Что касается еще более давнего знакомца Матвея Мудрова, правда, только заочного, – Франца Францевича Керестури, то этот профессор успел уже окончить Пештский университет, перед тем, как прибыл он, наконец, в 1762 году, в Москву.
В Москве же ему настолько глянулась медицина, что он, невзирая ни на что, перебиваясь подчас одной хлебной корочкой, принялся ее изучать. Причем – еще в госпитальной школе. И, в результате, тоже стал доктором медицины.
Еще один профессор, Михаил Иванович Скидан, которого пришлось прослушать Матвею Мудрову, читал нашему герою лекции по патологии, а также – по общей терапии…
Все студенты единогласно признавали удивительный ораторский талант и доктора медицины, профессора Вильгельма Михайловича Рихтера, написавшего «Всеобщую историю медицины в России», разговор о которой уже велся на страницах данной нашей книги…
Однако, когда все студенты по-прежнему продолжали учиться не у постели заболевшего человека, – этот же профессор преподавал им основы повивального искусства, такого природного, пусть даже такого обычного явления.
И все же, когда никто из них не видел подлинного больного человека, в лучшем случае, больных они обозревали только в виде самых разнообразных человеческих фантомов.
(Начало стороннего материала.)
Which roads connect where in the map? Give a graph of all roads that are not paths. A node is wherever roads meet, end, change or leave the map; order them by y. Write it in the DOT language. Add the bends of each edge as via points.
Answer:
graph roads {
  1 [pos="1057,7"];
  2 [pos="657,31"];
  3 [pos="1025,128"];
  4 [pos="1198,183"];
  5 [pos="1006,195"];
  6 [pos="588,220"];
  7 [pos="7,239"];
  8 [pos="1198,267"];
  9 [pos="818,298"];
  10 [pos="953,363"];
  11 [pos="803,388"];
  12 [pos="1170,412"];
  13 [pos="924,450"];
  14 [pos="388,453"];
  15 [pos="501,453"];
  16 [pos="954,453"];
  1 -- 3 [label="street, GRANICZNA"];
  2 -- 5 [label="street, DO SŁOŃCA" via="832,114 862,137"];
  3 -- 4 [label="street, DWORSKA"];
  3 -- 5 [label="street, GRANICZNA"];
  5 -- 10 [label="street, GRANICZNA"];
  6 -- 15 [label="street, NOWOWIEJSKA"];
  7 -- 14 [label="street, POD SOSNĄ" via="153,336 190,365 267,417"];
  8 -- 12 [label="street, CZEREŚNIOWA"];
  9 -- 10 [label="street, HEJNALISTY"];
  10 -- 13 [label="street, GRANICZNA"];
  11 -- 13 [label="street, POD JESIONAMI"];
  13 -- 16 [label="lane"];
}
В заслугу же этого профессора, родившегося в городе Риге, в семье профессионального аптекаря, а после окончания Рижской гимназии и Московского университета, – многие годы ему пришлось провести за границей. Он побывал в Германии, Франции, Англии, Голландии. Ему было о чем рассказать своим питомцам, поделиться с ним накопленным там, пусть и незнакомым для них заграничным опытом…
* * *
Юрист Лев Алексеевич Цветаев, который тоже, пусть и впоследствии, стал знаменитым профессором Московского университета, но уже на ниве юридических наук, вспоминал однажды: «Я пришел в университет в одно время с Мудровым и довольно по-дружески сблизился с ним; и вот, как-то раз, по окончании лекций, я вздумал пригласить его к себе в дом, к родителю моему, отобедать; но Мудров ответил мне на это так: «Извините, я приехал сюда учиться, а не веселиться; побывав у вас, я должен побывать и у других приятелей, их же – много».
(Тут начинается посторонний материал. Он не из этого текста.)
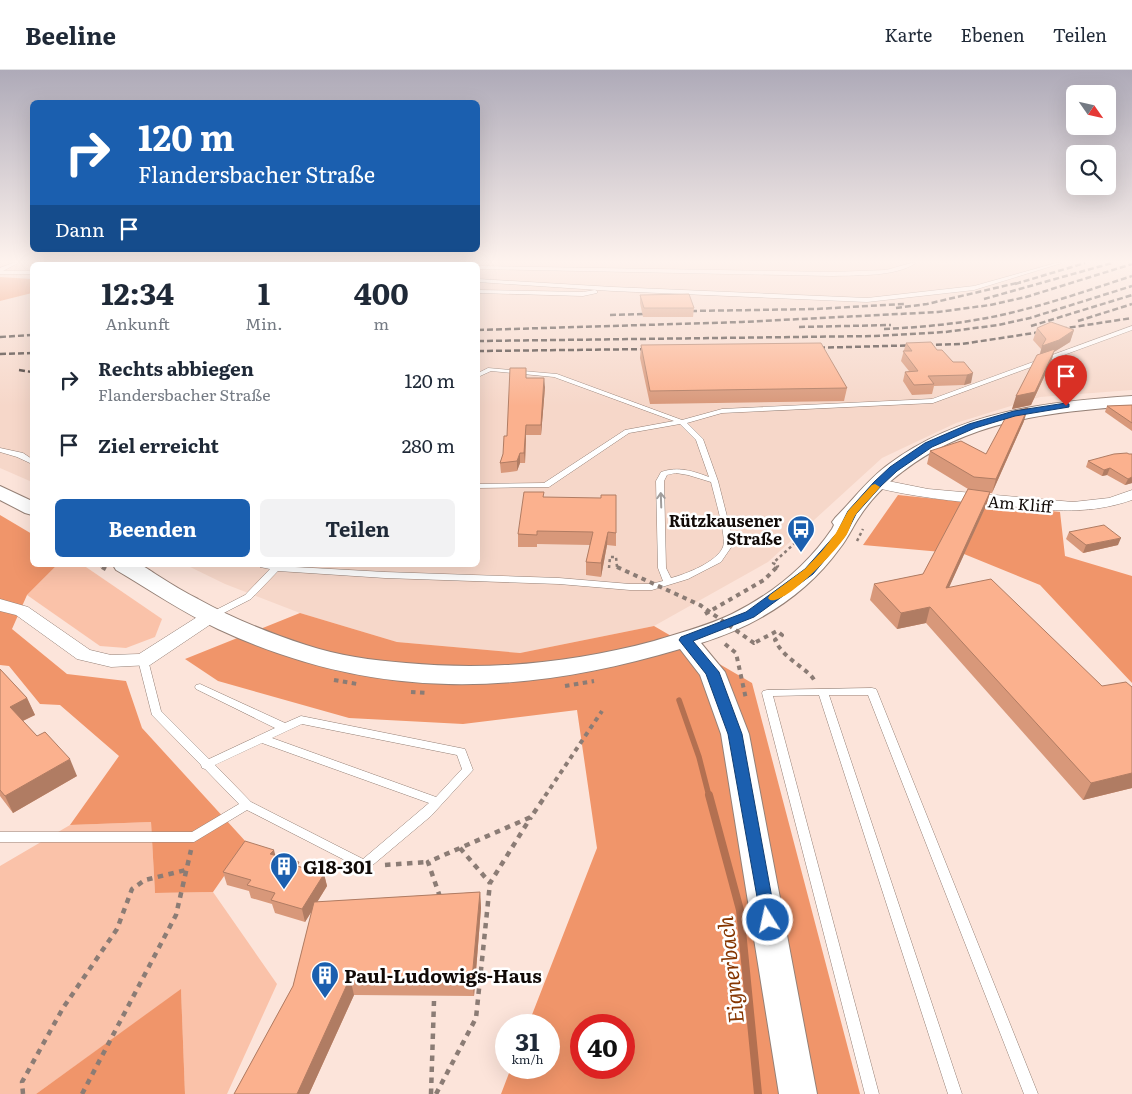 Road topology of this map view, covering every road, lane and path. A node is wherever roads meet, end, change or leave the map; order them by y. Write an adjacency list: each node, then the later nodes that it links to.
1 (1132, 328): 4 (lane)
2 (480, 374): 4 (lane)
3 (1132, 401): 8 (street)
4 (682, 422): 7 (lane); 9 (lane)
5 (0, 450): 6 (lane)
6 (30, 461)
7 (714, 481): 20 (lane); 20 (lane, one-way to 7)
8 (878, 484): 12 (street, Am Kliff); 23 (street)
9 (480, 486)
10 (0, 492): 13 (street)
11 (1132, 495): 12 (street, Am Kliff)
12 (1111, 502): 14 (street)
13 (30, 508)
14 (1132, 509)
15 (804, 535): 23 (path)
16 (127, 567): 22 (street)
17 (272, 567): 18 (lane)
18 (276, 568): 20 (lane); 22 (lane)
19 (609, 568): 26 (path, bridge)
20 (668, 582)
21 (0, 605): 24 (street)
22 (211, 616): 23 (street); 24 (street)
23 (696, 630): 47 (street)
24 (143, 660): 30 (lane)
25 (200, 687): 28 (lane)
26 (820, 692): 48 (lane); 49 (lane); 50 (lane)
27 (602, 711): 33 (path)
28 (286, 728): 29 (lane); 31 (lane)
29 (262, 739): 30 (lane); 31 (lane)
30 (206, 765): 32 (lane)
31 (438, 802): 38 (lane)
32 (247, 805): 35 (lane); 38 (lane)
33 (531, 817): 36 (path); 40 (path)
34 (0, 837): 35 (lane)
35 (194, 837): 39 (path)
36 (460, 848): 37 (path); 40 (path)
37 (428, 862): 38 (path); 41 (path)
38 (364, 865)
39 (186, 870): 43 (path); 44 (path)
40 (490, 883): 46 (path)
41 (442, 903)
42 (434, 1001): 45 (path)
43 (23, 1094)
44 (82, 1094)
45 (431, 1094)
46 (436, 1094)
47 (798, 1094)
48 (872, 1094)
49 (955, 1094)
50 (1031, 1094) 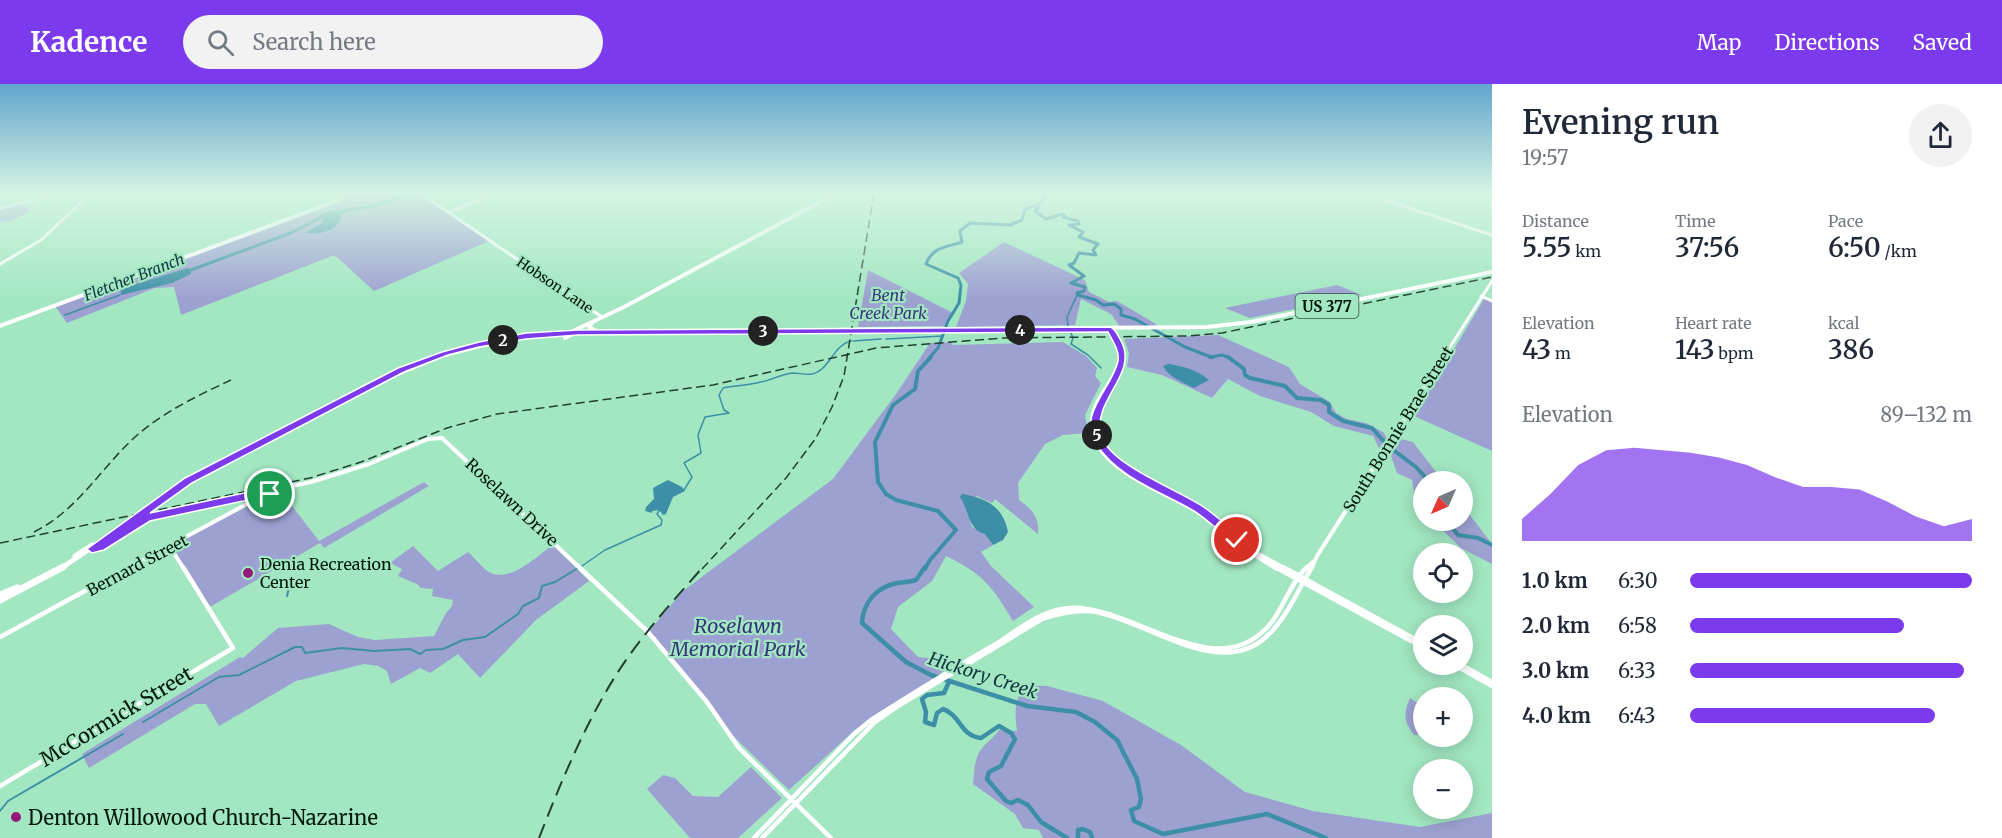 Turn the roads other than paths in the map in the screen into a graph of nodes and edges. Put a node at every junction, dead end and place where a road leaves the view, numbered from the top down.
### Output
1 (53, 228) edge
2 (260, 228) edge
3 (472, 228) edge
4 (770, 228) edge
5 (1471, 228) edge
6 (1492, 235) edge
7 (0, 264) edge
8 (1491, 273) edge
9 (1492, 281) edge
10 (1481, 296) junction
11 (1492, 301) edge
12 (602, 317) junction
13 (592, 323) junction
14 (0, 325) edge
15 (1109, 329) junction
16 (934, 330) joint
17 (952, 330) joint
18 (1065, 330) joint
19 (596, 331) junction
20 (719, 331) junction
21 (574, 332) junction
22 (556, 333) junction
23 (366, 385) junction
24 (269, 434) junction
25 (246, 450) junction
26 (185, 479) junction
27 (272, 491) junction
28 (165, 496) junction
29 (156, 499) junction
30 (143, 512) junction
31 (170, 547) junction
32 (92, 549) junction
33 (45, 577) junction
34 (1301, 579) junction
35 (0, 597) edge
36 (0, 637) edge
37 (1413, 640) edge
38 (1473, 672) edge
39 (1473, 674) edge
40 (1492, 684) edge
41 (0, 786) edge
42 (793, 801) junction
43 (754, 838) edge
44 (762, 838) edge
45 (831, 838) edge

1 - 7 street
2 - 14 main road
3 - 12 street, Hobson Lane
4 - 12 main road
5 - 6 street
8 - 15 main road, US 377
9 - 10 street, South Bonnie Brae Street
10 - 11 street
10 - 34 street, South Bonnie Brae Street
12 - 13 main road
12 - 21 main road
13 - 19 main road
13 - 21 main road
15 - 18 main road, US 377
15 - 34 street
16 - 17 main road, US 377
16 - 20 main road, US 377
17 - 18 main road, US 377
19 - 20 main road, US 377
19 - 21 main road, US 377
20 - 21 main road, US 377
21 - 22 main road, US 377
21 - 22 main road
21 - 23 main road, US 377
22 - 23 main road, US 377
23 - 24 main road, US 377
23 - 25 main road, US 377
24 - 25 main road
24 - 26 main road, US 377
25 - 28 main road, US 377
26 - 28 main road
26 - 29 main road, US 377
27 - 31 street, Bernard Street
27 - 32 street, Roselawn Drive
27 - 42 street, Roselawn Drive
28 - 30 main road, US 377
29 - 30 main road
29 - 33 main road, US 377
30 - 32 main road, US 377
31 - 36 street, Bernard Street
31 - 41 street, McCormick Street
32 - 33 main road, US 377
33 - 35 main road, US 377
34 - 37 street
34 - 42 street, South Bonnie Brae Street
38 - 40 street
39 - 40 street
42 - 43 street, South Bonnie Brae Street
42 - 44 street, South Bonnie Brae Street
42 - 45 street, Roselawn Drive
Короче говоря, установка у нашего героя была исключительно на овладение всеми знаниями, доступными ему на медицинском факультете прославленного позже знаменитого Московского университета.
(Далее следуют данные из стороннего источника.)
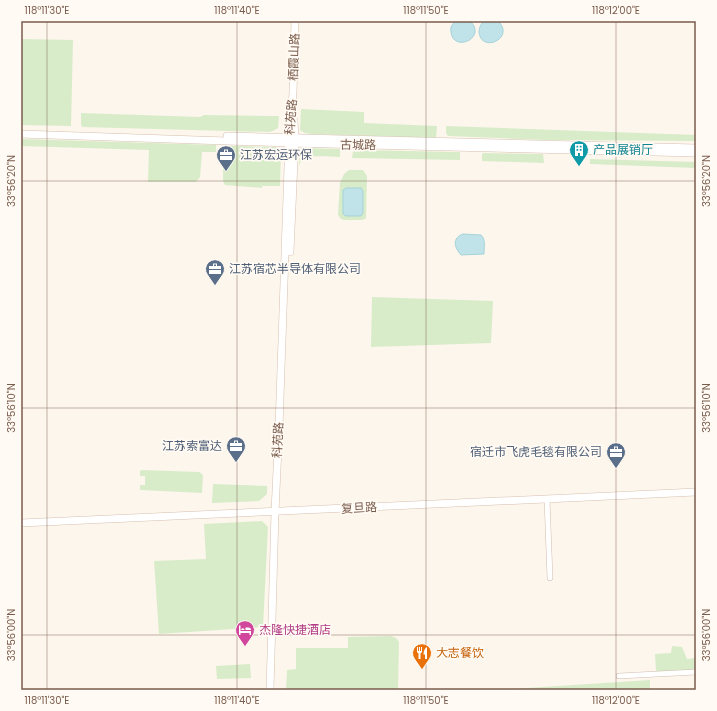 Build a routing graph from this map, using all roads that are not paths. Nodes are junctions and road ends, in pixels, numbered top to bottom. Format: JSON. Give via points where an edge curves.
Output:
{"nodes":[{"id":1,"x":295,"y":21,"type":"edge"},
{"id":2,"x":293,"y":93,"type":"joint"},
{"id":3,"x":21,"y":129,"type":"edge"},
{"id":4,"x":21,"y":134,"type":"edge"},
{"id":5,"x":292,"y":140,"type":"junction"},
{"id":6,"x":696,"y":148,"type":"edge"},
{"id":7,"x":696,"y":153,"type":"edge"},
{"id":8,"x":696,"y":492,"type":"edge"},
{"id":9,"x":547,"y":499,"type":"junction"},
{"id":10,"x":277,"y":511,"type":"junction"},
{"id":11,"x":21,"y":523,"type":"edge"},
{"id":12,"x":550,"y":578,"type":"dead end"},
{"id":13,"x":696,"y":672,"type":"edge"},
{"id":14,"x":619,"y":676,"type":"dead end"},
{"id":15,"x":270,"y":690,"type":"edge"},
{"id":16,"x":274,"y":690,"type":"edge"}],
"edges":[{"from":1,"to":2,"type":"street","name":"栖霞山路"},
{"from":2,"to":5,"type":"street","name":"科苑路"},
{"from":3,"to":5,"type":"street","name":"古城路"},
{"from":4,"to":5,"type":"street","name":"古城路"},
{"from":5,"to":6,"type":"street","name":"古城路"},
{"from":5,"to":7,"type":"street","name":"古城路"},
{"from":5,"to":10,"type":"street","name":"科苑路"},
{"from":8,"to":9,"type":"street","name":"复旦路"},
{"from":9,"to":10,"type":"street","name":"复旦路"},
{"from":9,"to":12,"type":"street"},
{"from":10,"to":11,"type":"street","name":"复旦路"},
{"from":10,"to":15,"type":"street","name":"科苑路"},
{"from":10,"to":16,"type":"street","name":"科苑路"},
{"from":13,"to":14,"type":"street"}]}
И все же Матвей Мудров удостоился как-то параллельно освоить программу философского факультета. Уже после первого курса, за глубокое усвоение им теоретических методов медицины, – он получил свою первую золотую медаль
[53].
Да, можно смело сказать, что во всей его жизни было много случайностей и просто исключительных совпадений, притом – довольно разного рода. Достаточно сказать, что он как-то близко сошелся характером с Иваном Петровичем Тургеневым, который уже успел заменить Павла Ивановича Фонвизина на посту ректора Московского университета. Студент Матвей Мудров пел вместе с ним в церковном университетском хоре. Короче говоря, они оба настолько понравились друг другу, что господин ректор даже пригласил его к себе на квартиру.